*Task to complete:* Each entry that follows must be output without any deviation.

[Collection entries]
==================================================

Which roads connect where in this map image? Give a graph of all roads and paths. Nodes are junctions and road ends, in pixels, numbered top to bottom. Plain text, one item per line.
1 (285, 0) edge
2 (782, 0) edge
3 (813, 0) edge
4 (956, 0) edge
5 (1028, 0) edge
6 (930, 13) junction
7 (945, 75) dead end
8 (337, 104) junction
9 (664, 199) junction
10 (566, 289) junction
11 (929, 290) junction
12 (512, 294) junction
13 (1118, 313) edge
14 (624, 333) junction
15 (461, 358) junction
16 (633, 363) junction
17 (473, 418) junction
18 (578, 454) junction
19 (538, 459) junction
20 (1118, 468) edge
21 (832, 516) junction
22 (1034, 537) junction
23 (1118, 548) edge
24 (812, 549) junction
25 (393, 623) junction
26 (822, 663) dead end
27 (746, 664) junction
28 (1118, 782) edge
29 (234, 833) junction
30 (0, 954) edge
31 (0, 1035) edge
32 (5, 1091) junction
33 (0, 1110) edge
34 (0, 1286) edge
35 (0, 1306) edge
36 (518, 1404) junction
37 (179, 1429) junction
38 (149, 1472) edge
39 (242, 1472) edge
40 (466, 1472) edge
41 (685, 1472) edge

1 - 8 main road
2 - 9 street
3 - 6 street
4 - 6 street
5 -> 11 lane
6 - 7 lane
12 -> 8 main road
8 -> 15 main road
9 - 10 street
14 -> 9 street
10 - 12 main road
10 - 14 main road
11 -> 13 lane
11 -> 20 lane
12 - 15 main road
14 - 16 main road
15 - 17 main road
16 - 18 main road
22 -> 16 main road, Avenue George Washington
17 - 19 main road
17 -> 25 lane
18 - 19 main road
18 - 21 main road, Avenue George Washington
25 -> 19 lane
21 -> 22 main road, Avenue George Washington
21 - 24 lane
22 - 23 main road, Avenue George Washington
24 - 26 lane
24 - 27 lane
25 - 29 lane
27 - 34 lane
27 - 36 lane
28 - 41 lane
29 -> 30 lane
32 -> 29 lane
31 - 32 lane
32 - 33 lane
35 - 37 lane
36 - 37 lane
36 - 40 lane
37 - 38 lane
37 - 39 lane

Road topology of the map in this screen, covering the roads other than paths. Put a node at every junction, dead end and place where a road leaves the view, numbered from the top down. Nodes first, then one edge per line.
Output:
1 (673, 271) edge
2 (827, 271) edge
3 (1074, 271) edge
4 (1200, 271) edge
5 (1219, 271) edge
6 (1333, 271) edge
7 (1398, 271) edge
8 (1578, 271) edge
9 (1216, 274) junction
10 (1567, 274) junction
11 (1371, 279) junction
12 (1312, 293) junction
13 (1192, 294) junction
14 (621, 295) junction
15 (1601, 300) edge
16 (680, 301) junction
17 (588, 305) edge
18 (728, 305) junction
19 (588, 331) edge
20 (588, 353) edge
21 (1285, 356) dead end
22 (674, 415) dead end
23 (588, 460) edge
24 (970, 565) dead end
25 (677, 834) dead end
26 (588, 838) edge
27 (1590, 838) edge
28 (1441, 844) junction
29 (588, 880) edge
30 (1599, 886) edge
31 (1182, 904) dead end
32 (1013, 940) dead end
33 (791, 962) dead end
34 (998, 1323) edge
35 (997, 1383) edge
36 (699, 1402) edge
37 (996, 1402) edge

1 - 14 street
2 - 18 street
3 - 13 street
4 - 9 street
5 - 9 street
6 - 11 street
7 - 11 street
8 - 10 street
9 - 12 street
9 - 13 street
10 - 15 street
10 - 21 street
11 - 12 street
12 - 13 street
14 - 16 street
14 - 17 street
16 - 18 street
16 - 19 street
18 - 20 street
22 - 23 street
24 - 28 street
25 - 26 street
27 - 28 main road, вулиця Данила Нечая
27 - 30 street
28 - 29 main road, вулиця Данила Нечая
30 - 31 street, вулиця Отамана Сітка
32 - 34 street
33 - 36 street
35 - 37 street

==================================================

*Solution below:*
Which roads connect where in this map image? Give a graph of all roads and paths. Nodes are junctions and road ends, in pixels, numbered top to bottom. Plain text, one item per line.
1 (285, 0) edge
2 (782, 0) edge
3 (813, 0) edge
4 (956, 0) edge
5 (1028, 0) edge
6 (930, 13) junction
7 (945, 75) dead end
8 (337, 104) junction
9 (664, 199) junction
10 (566, 289) junction
11 (929, 290) junction
12 (512, 294) junction
13 (1118, 313) edge
14 (624, 333) junction
15 (461, 358) junction
16 (633, 363) junction
17 (473, 418) junction
18 (578, 454) junction
19 (538, 459) junction
20 (1118, 468) edge
21 (832, 516) junction
22 (1034, 537) junction
23 (1118, 548) edge
24 (812, 549) junction
25 (393, 623) junction
26 (822, 663) dead end
27 (746, 664) junction
28 (1118, 782) edge
29 (234, 833) junction
30 (0, 954) edge
31 (0, 1035) edge
32 (5, 1091) junction
33 (0, 1110) edge
34 (0, 1286) edge
35 (0, 1306) edge
36 (518, 1404) junction
37 (179, 1429) junction
38 (149, 1472) edge
39 (242, 1472) edge
40 (466, 1472) edge
41 (685, 1472) edge

1 - 8 main road
2 - 9 street
3 - 6 street
4 - 6 street
5 -> 11 lane
6 - 7 lane
12 -> 8 main road
8 -> 15 main road
9 - 10 street
14 -> 9 street
10 - 12 main road
10 - 14 main road
11 -> 13 lane
11 -> 20 lane
12 - 15 main road
14 - 16 main road
15 - 17 main road
16 - 18 main road
22 -> 16 main road, Avenue George Washington
17 - 19 main road
17 -> 25 lane
18 - 19 main road
18 - 21 main road, Avenue George Washington
25 -> 19 lane
21 -> 22 main road, Avenue George Washington
21 - 24 lane
22 - 23 main road, Avenue George Washington
24 - 26 lane
24 - 27 lane
25 - 29 lane
27 - 34 lane
27 - 36 lane
28 - 41 lane
29 -> 30 lane
32 -> 29 lane
31 - 32 lane
32 - 33 lane
35 - 37 lane
36 - 37 lane
36 - 40 lane
37 - 38 lane
37 - 39 lane

Road topology of the map in this screen, covering the roads other than paths. Put a node at every junction, dead end and place where a road leaves the view, numbered from the top down. Nodes first, then one edge per line.
Output:
1 (673, 271) edge
2 (827, 271) edge
3 (1074, 271) edge
4 (1200, 271) edge
5 (1219, 271) edge
6 (1333, 271) edge
7 (1398, 271) edge
8 (1578, 271) edge
9 (1216, 274) junction
10 (1567, 274) junction
11 (1371, 279) junction
12 (1312, 293) junction
13 (1192, 294) junction
14 (621, 295) junction
15 (1601, 300) edge
16 (680, 301) junction
17 (588, 305) edge
18 (728, 305) junction
19 (588, 331) edge
20 (588, 353) edge
21 (1285, 356) dead end
22 (674, 415) dead end
23 (588, 460) edge
24 (970, 565) dead end
25 (677, 834) dead end
26 (588, 838) edge
27 (1590, 838) edge
28 (1441, 844) junction
29 (588, 880) edge
30 (1599, 886) edge
31 (1182, 904) dead end
32 (1013, 940) dead end
33 (791, 962) dead end
34 (998, 1323) edge
35 (997, 1383) edge
36 (699, 1402) edge
37 (996, 1402) edge

1 - 14 street
2 - 18 street
3 - 13 street
4 - 9 street
5 - 9 street
6 - 11 street
7 - 11 street
8 - 10 street
9 - 12 street
9 - 13 street
10 - 15 street
10 - 21 street
11 - 12 street
12 - 13 street
14 - 16 street
14 - 17 street
16 - 18 street
16 - 19 street
18 - 20 street
22 - 23 street
24 - 28 street
25 - 26 street
27 - 28 main road, вулиця Данила Нечая
27 - 30 street
28 - 29 main road, вулиця Данила Нечая
30 - 31 street, вулиця Отамана Сітка
32 - 34 street
33 - 36 street
35 - 37 street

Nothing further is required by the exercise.